In [2]:
import csv
import vertexai
from vertexai.generative_models import GenerativeModel, Part
from pathlib import Path
from google.cloud import storage
import os
import time
import re

# Google Cloud project and storage details
project_id = "dylanericsp25"
region = "us-central1"
bucket_name = "movies-entertainment"
gcs_in_folder = "initial-loads/imdb-reviews/"
local_folder = "out-csv"
gcs_out_folder = "initial-loads/imdb-reviews/out"
model_name = "gemini-1.5-flash-001"

# Ensure local folder exists
os.makedirs(local_folder, exist_ok=True)

# Prompt to extract structured review data
prompt = """
You are extracting structured IMDb movie review data. Extract **only the following fields**:

1. **Movie Name**: Extract the correct movie name. If unclear, use the filename without ".txt".
2. **Sentiment**: "Positive", "Negative", or "Neutral".
3. **Key Themes**: Identify up to 3 themes ("Cinematography", "Acting", "Plot", "Soundtrack"); separate using semicolons (`;`).
4. **Named Entities**: Extract actors, directors, and studios (separate using `;`).
5. **Emotional Tone**: Choose from: "Excitement", "Disappointment", "Nostalgia", "Frustration", or "Satisfaction".
6. **Star Rating**: Extract **only numerical ratings** (e.g., `"7/10"`, `"4 stars"`, `"3.5/5"`). If missing, return `"N/A"`.

### **STRICT CSV FORMAT**
- **Return EXACTLY in this format:**
  `"movie_name","sentiment","key_themes","named_entities","emotional_tone","star_rating"`
- **Use DOUBLE QUOTES (`""`) around all text fields.**
- **Commas (`,`) must only separate fields, never inside values.**
- **If a field is missing, return `"N/A"` (not empty).**
- **DO NOT include extra explanations, markdown, or new lines.**

### **Example Correct Output**
For *Inception* (2010):
"Inception","Positive","Cinematography;Plot;Acting","Leonardo DiCaprio (Actor); Christopher Nolan (Director); Warner Bros (Studio)","Excitement","9/10"
Ensure perfect adherence to this format.
"""








def clean_star_rating(rating):
    """Ensure star ratings are formatted correctly (e.g., '7/10', '4 stars')."""
    match = re.search(r'(\d+(\.\d+)?)(/10| stars|/5)?', rating)  # Extract only valid numerical ratings
    return match.group(0) if match else "N/A"

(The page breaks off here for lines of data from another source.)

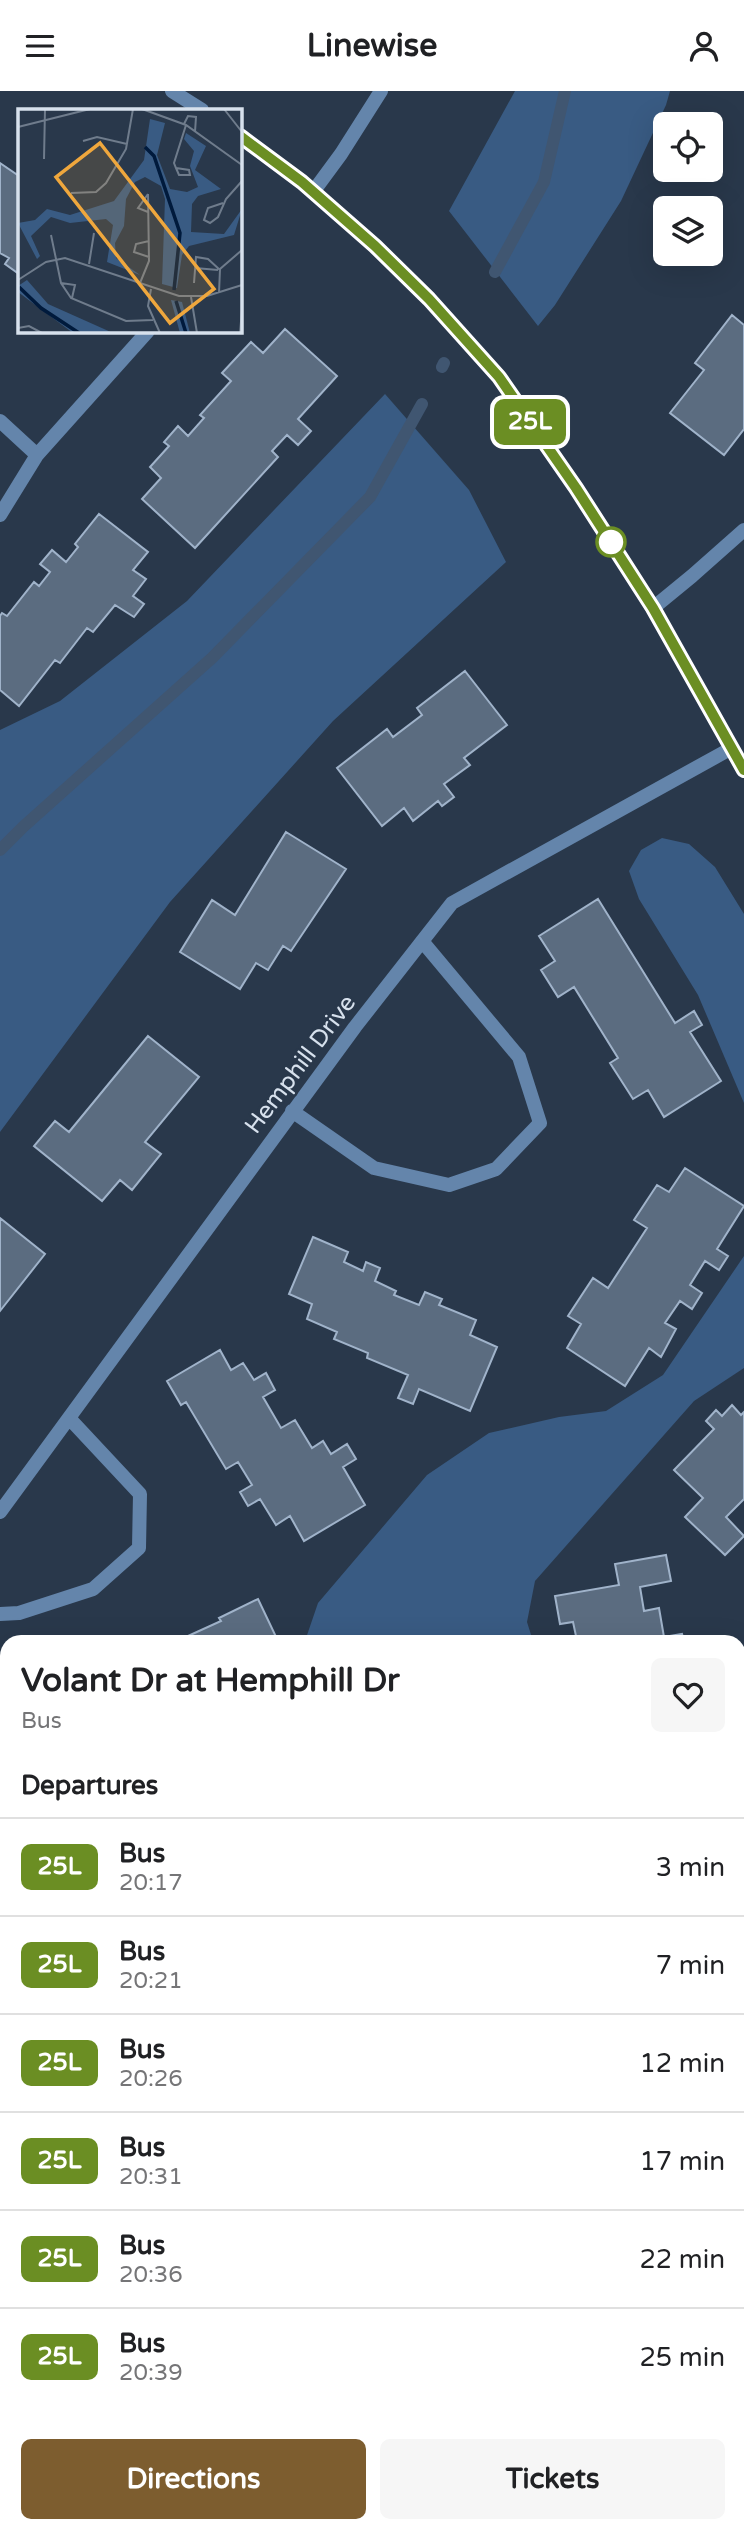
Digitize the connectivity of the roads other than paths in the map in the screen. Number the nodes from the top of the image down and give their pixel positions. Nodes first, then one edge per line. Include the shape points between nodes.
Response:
1 (172, 91) edge
2 (381, 91) edge
3 (200, 109) edge
4 (242, 138) edge
5 (313, 192) junction
6 (146, 333) edge
7 (0, 421) edge
8 (37, 455) junction
9 (0, 515) edge
10 (744, 530) edge
11 (653, 608) junction
12 (730, 749) junction
13 (744, 770) edge
14 (422, 941) junction
15 (292, 1111) junction
16 (69, 1418) junction
17 (0, 1512) edge
18 (0, 1614) edge

1 - 3 street
2 - 5 street
4 - 5 street
5 - 11 street via 429,299 499,377
6 - 8 street
7 - 8 street
8 - 9 street
10 - 11 street
11 - 12 street
12 - 13 street
12 - 14 street, Hemphill Drive via 452,903
14 - 15 street, Hemphill Drive
14 - 15 street via 519,1057 540,1123 496,1169 449,1185 374,1168
15 - 16 street, Hemphill Drive
16 - 17 street, Hemphill Drive
16 - 18 street via 140,1494 139,1548 93,1589 19,1613

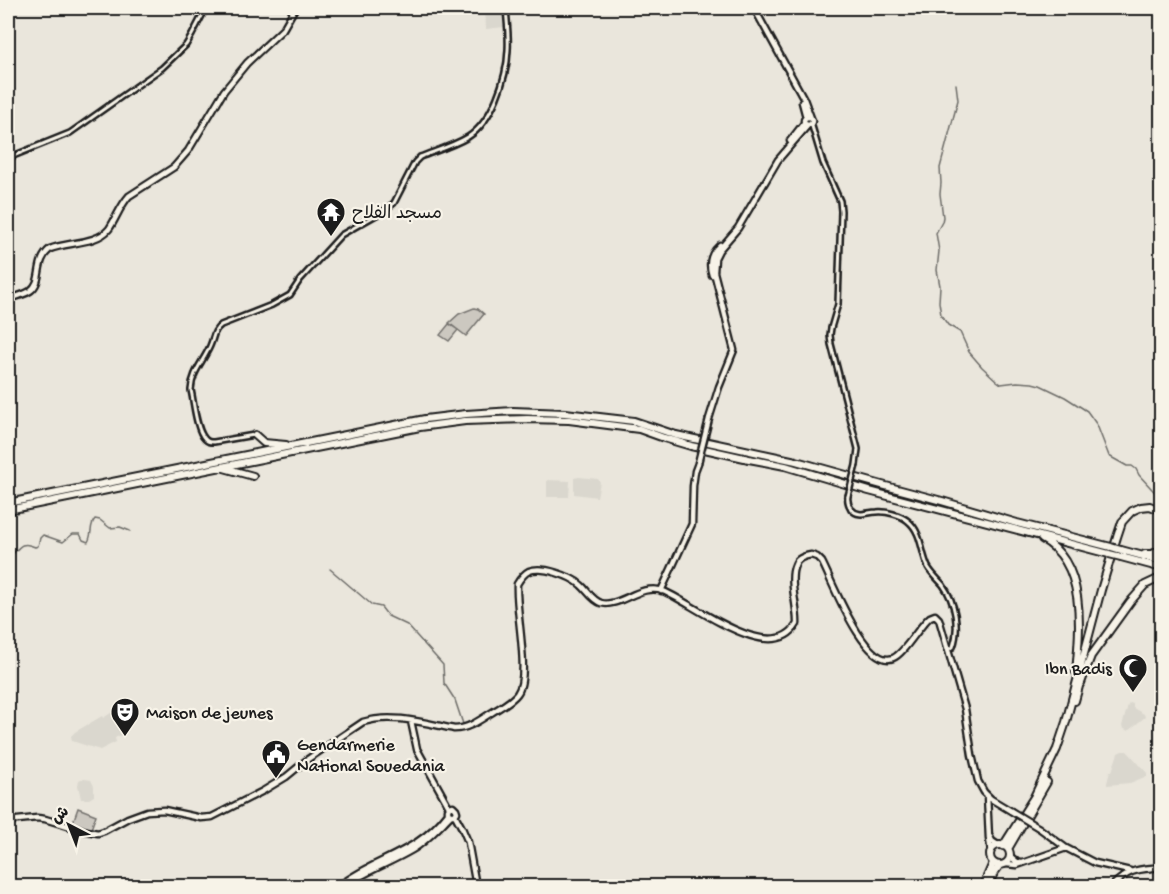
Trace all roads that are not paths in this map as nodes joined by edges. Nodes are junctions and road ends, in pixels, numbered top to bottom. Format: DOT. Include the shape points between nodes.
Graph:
graph roads {
  1 [pos="206,8"];
  2 [pos="295,8"];
  3 [pos="506,8"];
  4 [pos="752,8"];
  5 [pos="808,121"];
  6 [pos="8,158"];
  7 [pos="8,299"];
  8 [pos="255,435"];
  9 [pos="295,445"];
  10 [pos="238,457"];
  11 [pos="221,468"];
  12 [pos="253,476"];
  13 [pos="8,503"];
  14 [pos="8,510"];
  15 [pos="1161,512"];
  16 [pos="1016,530"];
  17 [pos="1110,550"];
  18 [pos="1161,550"];
  19 [pos="1121,553"];
  20 [pos="1161,561"];
  21 [pos="1161,568"];
  22 [pos="1161,577"];
  23 [pos="661,591"];
  24 [pos="949,649"];
  25 [pos="1077,688"];
  26 [pos="411,721"];
  27 [pos="987,795"];
  28 [pos="451,813"];
  29 [pos="8,821"];
  30 [pos="989,835"];
  31 [pos="1003,847"];
  32 [pos="1066,848"];
  33 [pos="991,851"];
  34 [pos="1011,857"];
  35 [pos="1024,863"];
  36 [pos="1000,864"];
  37 [pos="1161,867"];
  38 [pos="1123,869"];
  39 [pos="1130,872"];
  40 [pos="1122,876"];
  41 [pos="339,886"];
  42 [pos="345,886"];
  43 [pos="476,886"];
  44 [pos="983,886"];
  45 [pos="988,886"];
  46 [pos="1112,886"];
  1 -- 6 [label="street" via="186,45 162,68 70,133"];
  2 -- 7 [label="main road" via="283,30 224,91 188,152 174,167 129,196 103,235 50,249 41,260 38,279 31,290"];
  3 -- 8 [label="street" via="506,64 492,108 481,125 466,138 420,157 394,203 342,235 290,295 221,325 212,334 192,378 191,390 202,436 214,442"];
  4 -- 5 [label="main road" via="804,99"];
  5 -- 23 [label="main road, bridge" via="774,161 741,218 710,259 732,356 709,419 694,478 691,527"];
  5 -- 24 [label="street, bridge" via="840,201 838,304 830,335 858,449 848,503 856,513 888,513 908,521 915,529 927,566 944,587 954,609 955,640"];
  8 -- 9 [label="highway" via="264,443"];
  8 -- 10 [label="highway" via="260,447"];
  9 -- 10 [label="highway"];
  9 -- 17 [label="highway" via="459,415 513,411 589,415 634,421 676,435 796,461"];
  10 -- 13 [label="highway"];
  11 -- 12 [label="highway"];
  11 -- 14 [label="highway"];
  11 -- 16 [label="highway" via="444,424 505,419 569,420 639,429 692,446 793,467"];
  15 -- 25 [label="highway" via="1142,510 1126,522"];
  16 -- 17 [label="highway"];
  16 -- 25 [label="highway" via="1053,546 1071,576 1079,609"];
  17 -- 19 [label="highway, bridge"];
  18 -- 19 [label="highway" via="1152,554"];
  19 -- 20 [label="highway"];
  19 -- 21 [label="highway"];
  22 -- 25 [label="highway" via="1140,589 1120,615 1091,656"];
  23 -- 24 [label="main road" via="726,627 760,639 777,638 797,624 795,565 802,557 814,555 822,562 856,632 881,658 896,656 932,616 939,619"];
  23 -- 26 [label="main road" via="648,589 602,603 564,576 538,570 527,572 518,584 523,678 516,696 464,728"];
  24 -- 27 [label="main road" via="965,709 975,771"];
  25 -- 31 [label="highway" via="1055,765 1040,795"];
  26 -- 28 [label="main road" via="417,749"];
  26 -- 29 [label="main road" via="363,722 286,777 212,817 155,810 139,813 101,833 45,819"];
  27 -- 30 [label="main road"];
  27 -- 32 [label="main road, bridge"];
  28 -- 41 [label="main road" via="415,844"];
  28 -- 42 [label="main road" via="419,846"];
  28 -- 43 [label="main road" via="466,837"];
  30 -- 31 [label="main road"];
  30 -- 33 [label="main road"];
  31 -- 33 [label="highway"];
  31 -- 34 [label="highway"];
  32 -- 35 [label="main road"];
  32 -- 38 [label="main road" via="1095,863"];
  33 -- 36 [label="highway" via="990,856"];
  34 -- 35 [label="main road"];
  34 -- 36 [label="highway"];
  35 -- 36 [label="main road"];
  36 -- 44 [label="highway"];
  36 -- 45 [label="highway"];
  37 -- 39 [label="main road"];
  38 -- 39 [label="main road"];
  38 -- 40 [label="main road"];
  39 -- 40 [label="main road"];
  40 -- 46 [label="main road"];
}
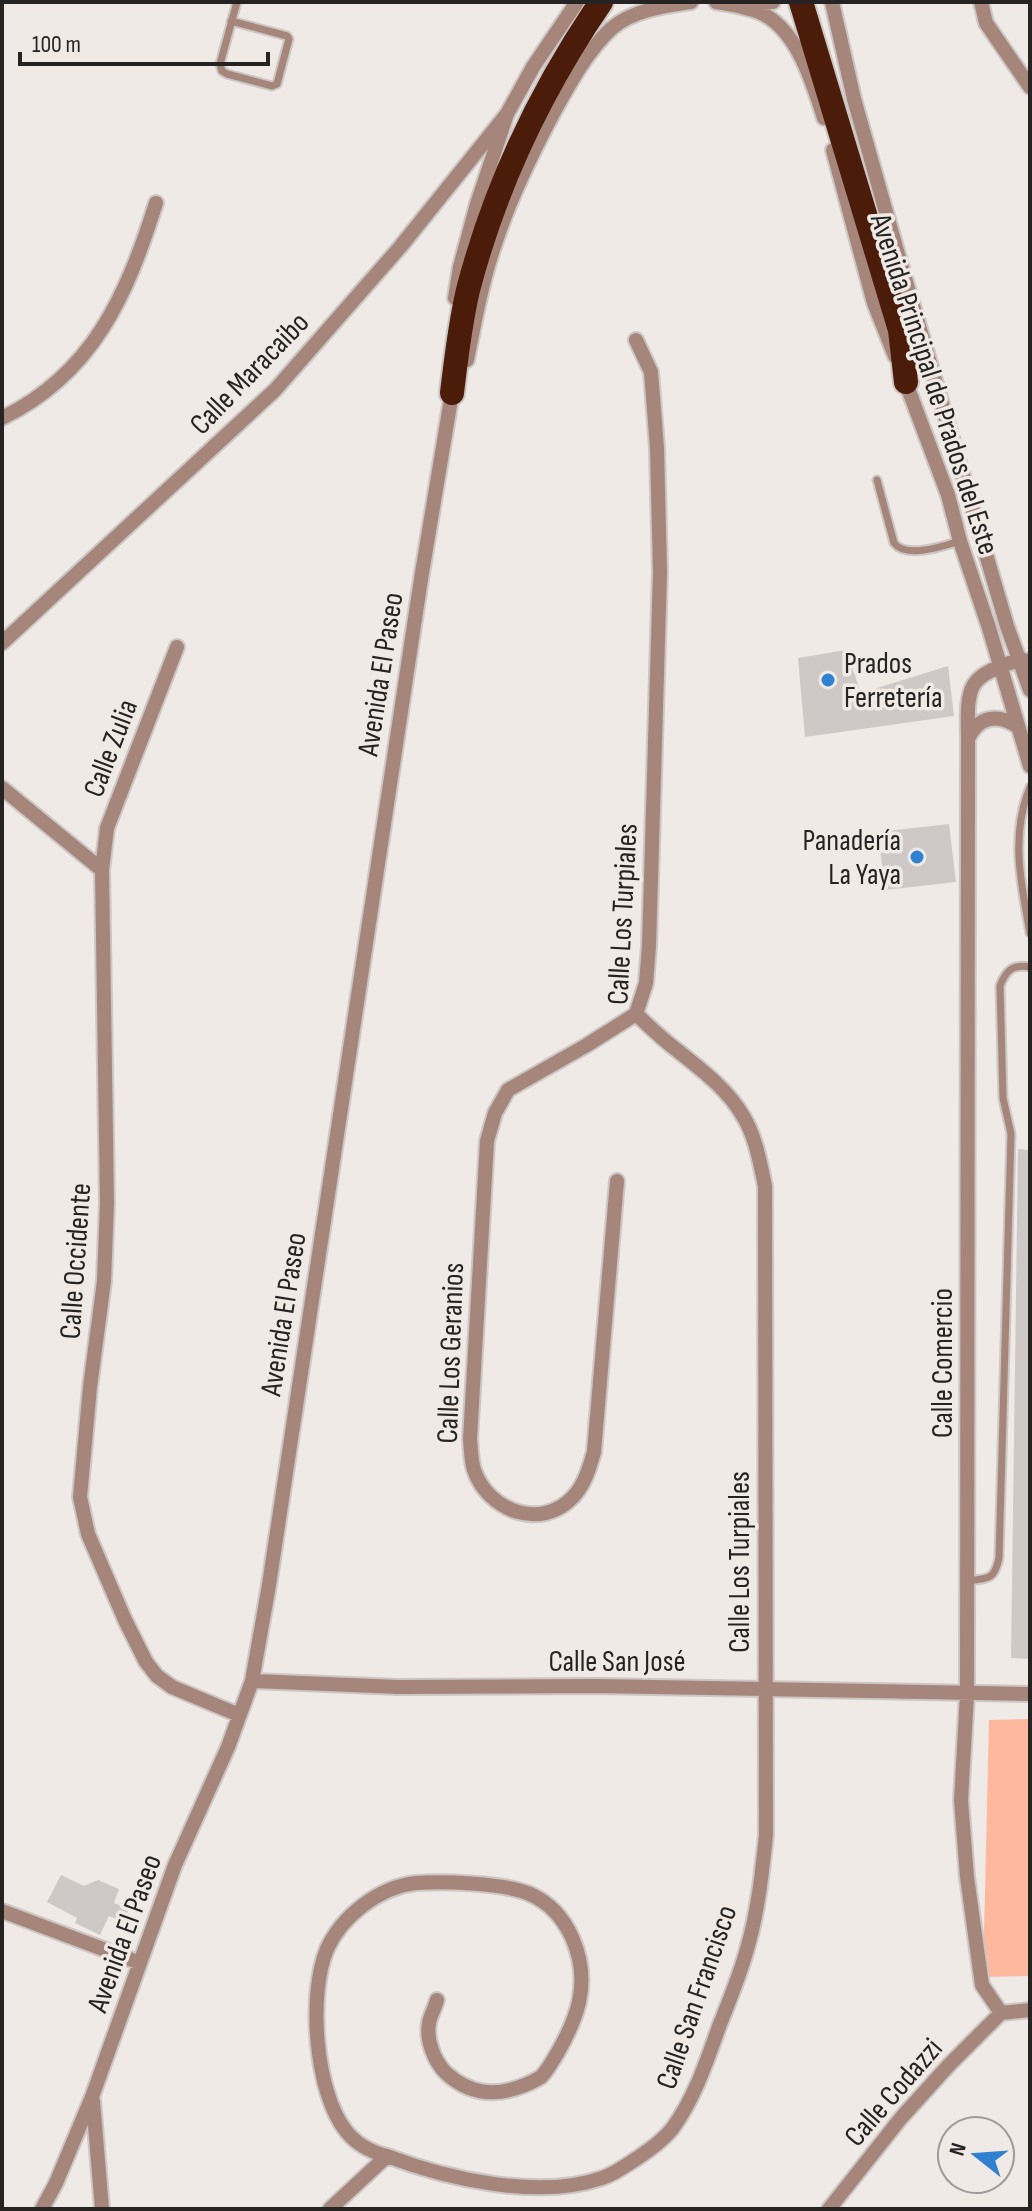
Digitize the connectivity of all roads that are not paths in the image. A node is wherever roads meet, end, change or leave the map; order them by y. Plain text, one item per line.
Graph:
1 (237, 2) edge
2 (577, 2) edge
3 (601, 2) edge
4 (691, 2) edge
5 (716, 2) edge
6 (773, 2) edge
7 (801, 2) edge
8 (832, 2) edge
9 (981, 2) edge
10 (734, 5) junction
11 (231, 21) junction
12 (1030, 87) edge
13 (507, 114) junction
14 (156, 203) dead end
15 (636, 340) dead end
16 (906, 382) junction
17 (452, 393) junction
18 (2, 418) edge
19 (877, 480) dead end
20 (960, 541) junction
21 (2, 643) edge
22 (177, 647) dead end
23 (1025, 661) edge
24 (1000, 666) junction
25 (1030, 690) edge
26 (1018, 727) junction
27 (968, 739) junction
28 (1030, 766) edge
29 (1030, 787) edge
30 (2, 788) edge
31 (102, 870) junction
32 (1030, 933) edge
33 (1030, 967) edge
34 (636, 1014) junction
35 (617, 1181) dead end
36 (967, 1581) junction
37 (252, 1681) junction
38 (767, 1688) junction
39 (967, 1694) junction
40 (1030, 1694) edge
41 (239, 1715) junction
42 (2, 1911) edge
43 (140, 1963) junction
44 (437, 2000) dead end
45 (1030, 2010) edge
46 (1001, 2013) junction
47 (92, 2097) junction
48 (387, 2156) junction
49 (42, 2209) edge
50 (102, 2209) edge
51 (330, 2209) edge
52 (829, 2209) edge

1 - 11 lane
2 - 13 street, Avenida El Paseo
3 - 17 highway
4 - 17 street, Avenida El Paseo
5 - 10 street
6 - 10 street
7 - 16 highway
8 - 23 street, Avenida Principal de Prados del Este
9 - 12 street
10 - 16 street, Avenida Principal de Prados del Este
11 - 11 lane
13 - 17 street, Avenida El Paseo
13 - 21 street, Calle Maracaibo
14 - 18 street
15 - 34 street, Calle Los Turpiales
16 - 20 street, Avenida Principal de Prados del Este
17 - 37 street, Avenida El Paseo
19 - 20 lane
20 - 24 street, Avenida Principal de Prados del Este
22 - 31 street, Calle Zulia
23 - 24 street
23 - 25 street, Avenida Principal de Prados del Este
24 - 26 street, Avenida Principal de Prados del Este
24 - 27 street, Calle Comercio
26 - 27 street
26 - 28 street, Avenida Principal de Prados del Este
27 - 36 street, Calle Comercio
29 - 32 lane
30 - 31 street
31 - 41 street, Calle Occidente
33 - 36 lane
34 - 35 street, Calle Los Geranios
34 - 38 street, Calle Los Turpiales
36 - 39 street, Calle Comercio
37 - 38 street, Calle San José
37 - 41 street, Avenida El Paseo
38 - 39 street, Calle San José
38 - 48 street, Calle San Francisco
39 - 40 street, Calle San José
39 - 46 street, Calle Comercio
41 - 43 street, Avenida El Paseo
42 - 43 street
43 - 47 street, Avenida El Paseo
44 - 48 street, Calle San Francisco
45 - 46 street
46 - 52 street, Calle Codazzi
47 - 49 street, Avenida El Paseo
47 - 50 street
48 - 51 street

def format_row(row, filename):
    """Ensure CSV output from Gemini is parsed correctly without shifts."""
    try:
        csv_reader = csv.reader([row], quotechar='"', delimiter=',', skipinitialspace=True)
        parsed_row = next(csv_reader)  # Extract parsed row

        # Ensure exactly 6 expected columns
        while len(parsed_row) < 6:
            parsed_row.append("N/A")
        if len(parsed_row) > 6:
            parsed_row = parsed_row[:6]

        # Fix star rating format
        parsed_row[5] = clean_star_rating(parsed_row[5])

        return [filename] + parsed_row

    except Exception as e:
        print(f"❌ Error formatting row: {row} | {e}")
        return [filename, "N/A", "N/A", "N/A", "N/A", "N/A", "N/A"]  # Default fallback




def main():
    """Process IMDb reviews from GCS and extract structured insights using Gemini AI."""
    vertexai.init(project=project_id, location=region)
    model = GenerativeModel(model_name)
    storage_client = storage.Client()
    
    # Fetch all .txt files in GCS
    blobs = [blob for blob in storage_client.list_blobs(bucket_name, prefix=gcs_in_folder) if blob.name.endswith(".txt")]
    print(f"✅ Found {len(blobs)} review files in GCS bucket.")

    if not blobs:
        print("❌ No valid review files found. Check the GCS bucket.")
        return
    
    all_reviews = []
    batch_size = 5  # Process files in small batches to manage rate limits

    for i in range(0, len(blobs), batch_size):  # Limit to first 10 files
        batch = blobs[i : i + batch_size]

        for blob in batch:
            print(f"Processing file: {blob.name}")
            filename = blob.name.split("/")[-1]
            movie_name = filename.replace(".txt", "").replace("_", " ").strip()

            print(f"🎬 Extracting insights for: {movie_name}")

            # Read IMDb review text from GCS
            review_text = blob.download_as_text().strip()
            if not review_text:
                print(f"❌ Skipping {movie_name} (empty file).")
                continue

            # Send to Gemini model for processing
            text_input = Part.from_text(review_text)
            try:
                time.sleep(2)  # Prevent exceeding API quota
                response = model.generate_content([text_input, prompt])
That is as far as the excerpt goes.